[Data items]
════════════════

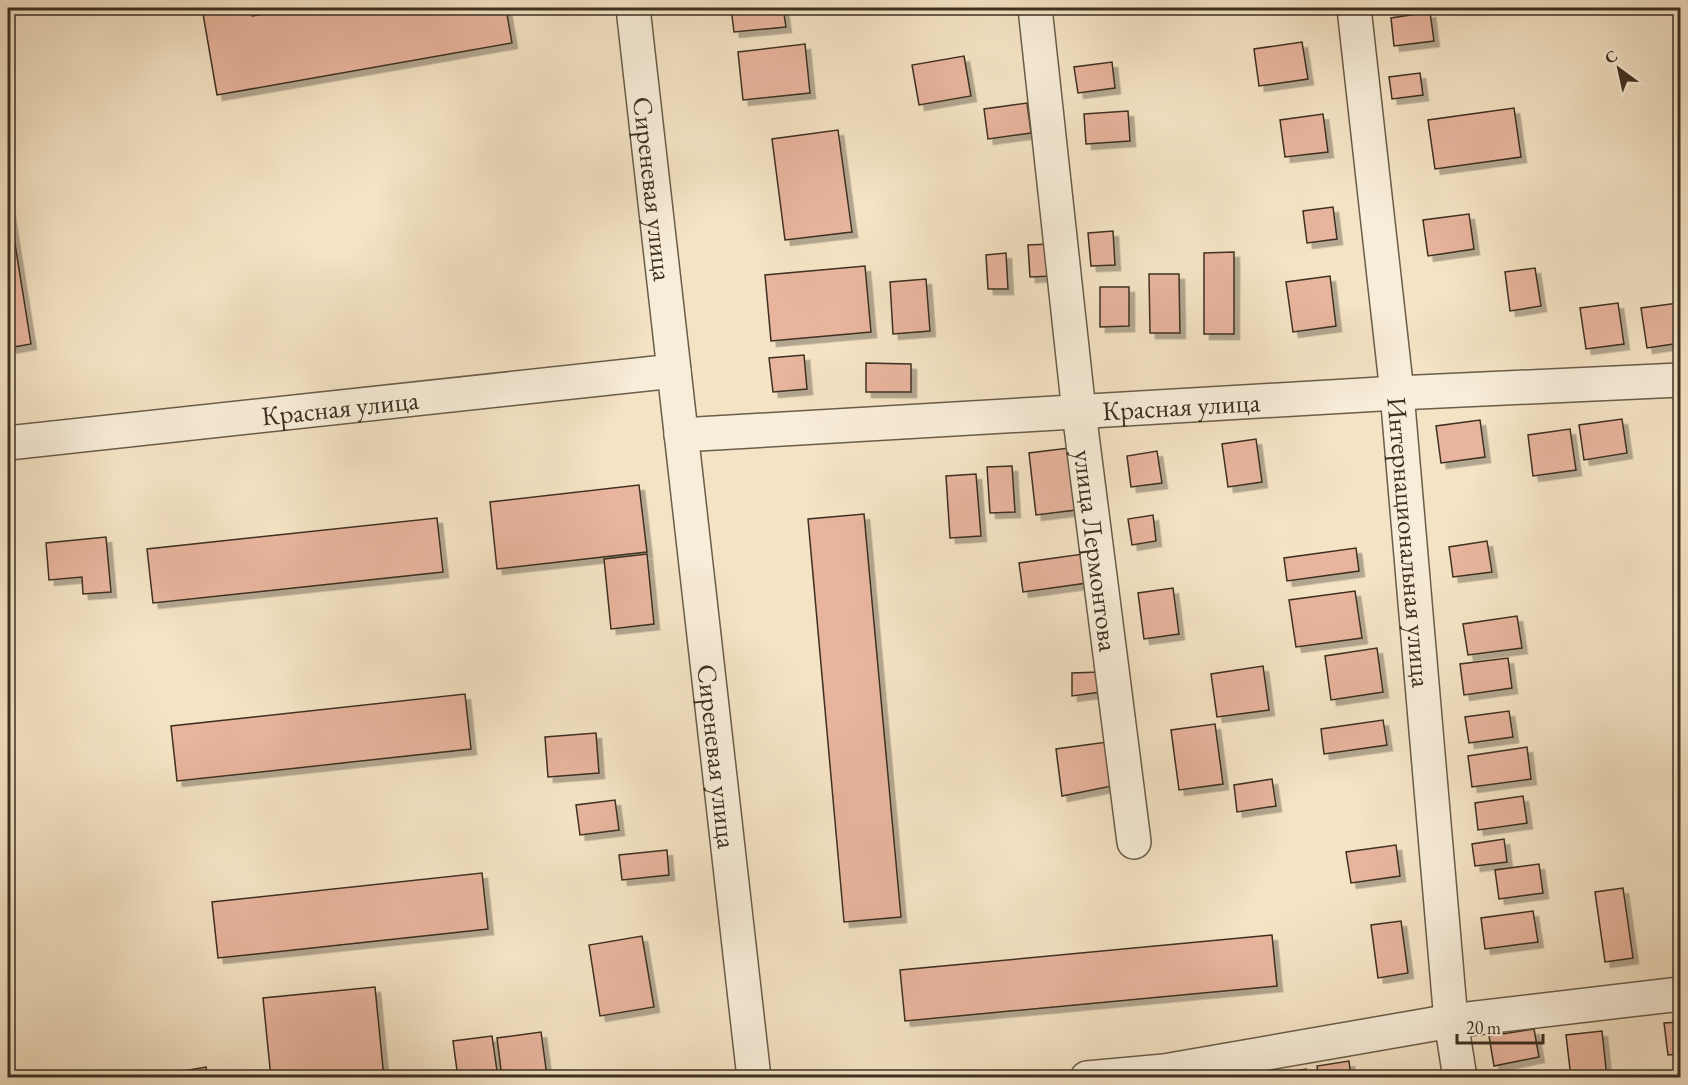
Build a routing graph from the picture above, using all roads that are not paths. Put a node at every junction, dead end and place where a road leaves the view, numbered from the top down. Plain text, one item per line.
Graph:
1 (633, 8) edge
2 (1035, 8) edge
3 (1354, 8) edge
4 (674, 370) junction
5 (1680, 380) edge
6 (1398, 393) junction
7 (1079, 412) junction
8 (681, 435) junction
9 (8, 443) edge
10 (1134, 842) dead end
11 (1680, 994) edge
12 (1451, 1021) junction
13 (1165, 1074) edge
14 (754, 1077) edge
15 (1087, 1077) edge
16 (1460, 1077) edge

1 - 4 street, Сиреневая улица
2 - 7 street, улица Лермонтова
3 - 6 street, Интернациональная улица
4 - 8 street, Сиреневая улица
4 - 9 street, Красная улица
5 - 6 street, Красная улица
6 - 7 street, Красная улица
6 - 12 street, Интернациональная улица
7 - 8 street, Красная улица
7 - 10 street, улица Лермонтова
8 - 14 street, Сиреневая улица
11 - 12 street
12 - 13 street
12 - 16 street, Интернациональная улица
13 - 15 street

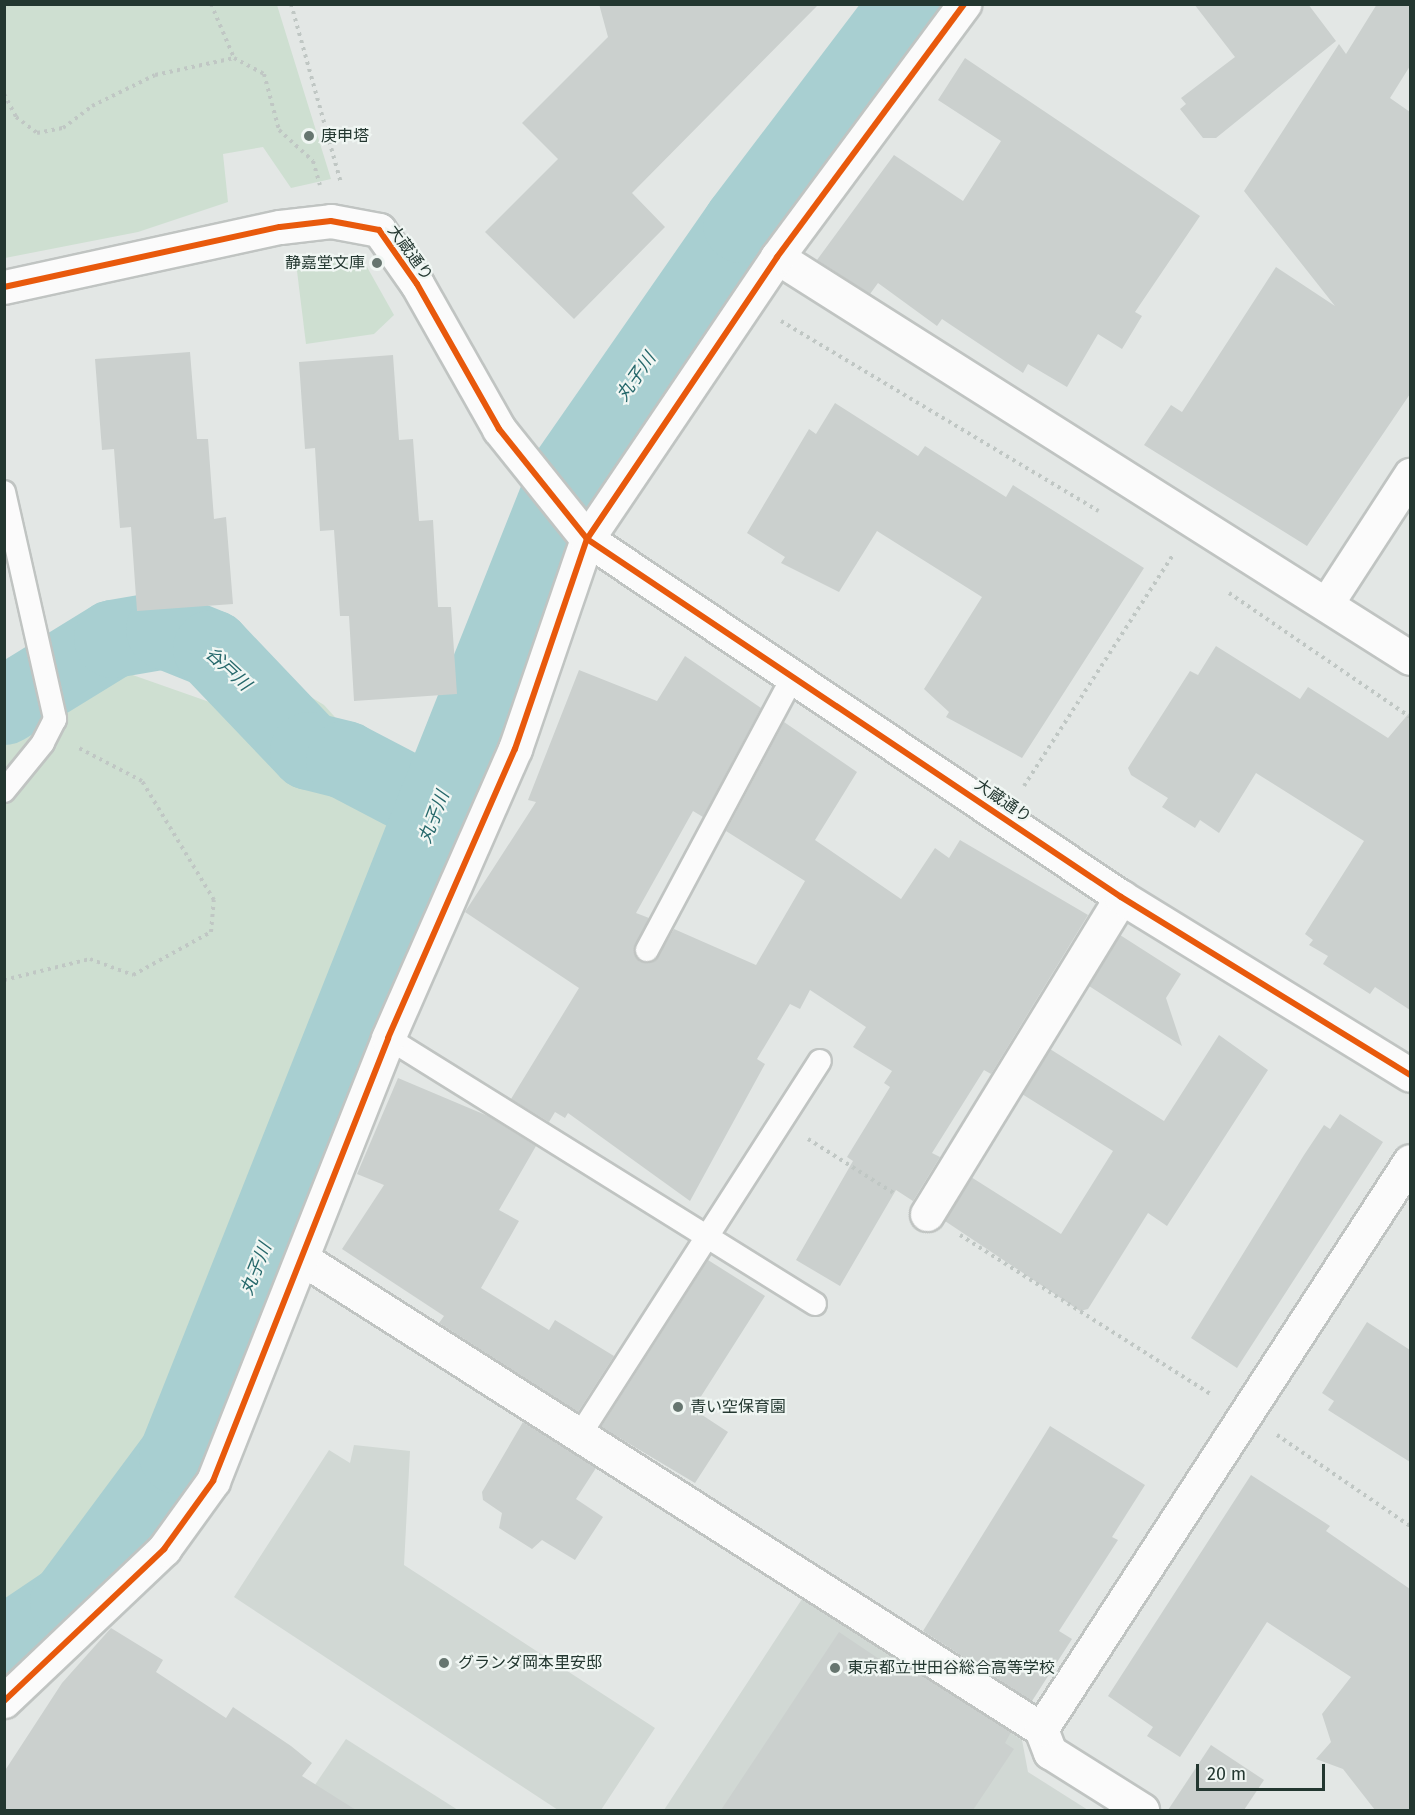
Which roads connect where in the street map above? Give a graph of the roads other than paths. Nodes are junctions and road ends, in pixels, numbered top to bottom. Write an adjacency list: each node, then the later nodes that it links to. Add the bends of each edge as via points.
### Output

════════════════

• YOUR INSTRUCTIONS
Transcribe all of the entries word for word, but skip any pictures they contain.

• YOUR SOLUTION
Build a routing graph from the picture above, using all roads that are not paths. Put a node at every junction, dead end and place where a road leaves the view, numbered from the top down. Plain text, one item per line.
Graph:
1 (633, 8) edge
2 (1035, 8) edge
3 (1354, 8) edge
4 (674, 370) junction
5 (1680, 380) edge
6 (1398, 393) junction
7 (1079, 412) junction
8 (681, 435) junction
9 (8, 443) edge
10 (1134, 842) dead end
11 (1680, 994) edge
12 (1451, 1021) junction
13 (1165, 1074) edge
14 (754, 1077) edge
15 (1087, 1077) edge
16 (1460, 1077) edge

1 - 4 street, Сиреневая улица
2 - 7 street, улица Лермонтова
3 - 6 street, Интернациональная улица
4 - 8 street, Сиреневая улица
4 - 9 street, Красная улица
5 - 6 street, Красная улица
6 - 7 street, Красная улица
6 - 12 street, Интернациональная улица
7 - 8 street, Красная улица
7 - 10 street, улица Лермонтова
8 - 14 street, Сиреневая улица
11 - 12 street
12 - 13 street
12 - 16 street, Интернациональная улица
13 - 15 street

Which roads connect where in the street map above? Give a graph of the roads other than paths. Nodes are junctions and road ends, in pixels, numbered top to bottom. Write an adjacency list: each node, then the later nodes that it links to. Add the bends of each edge as via points.
### Output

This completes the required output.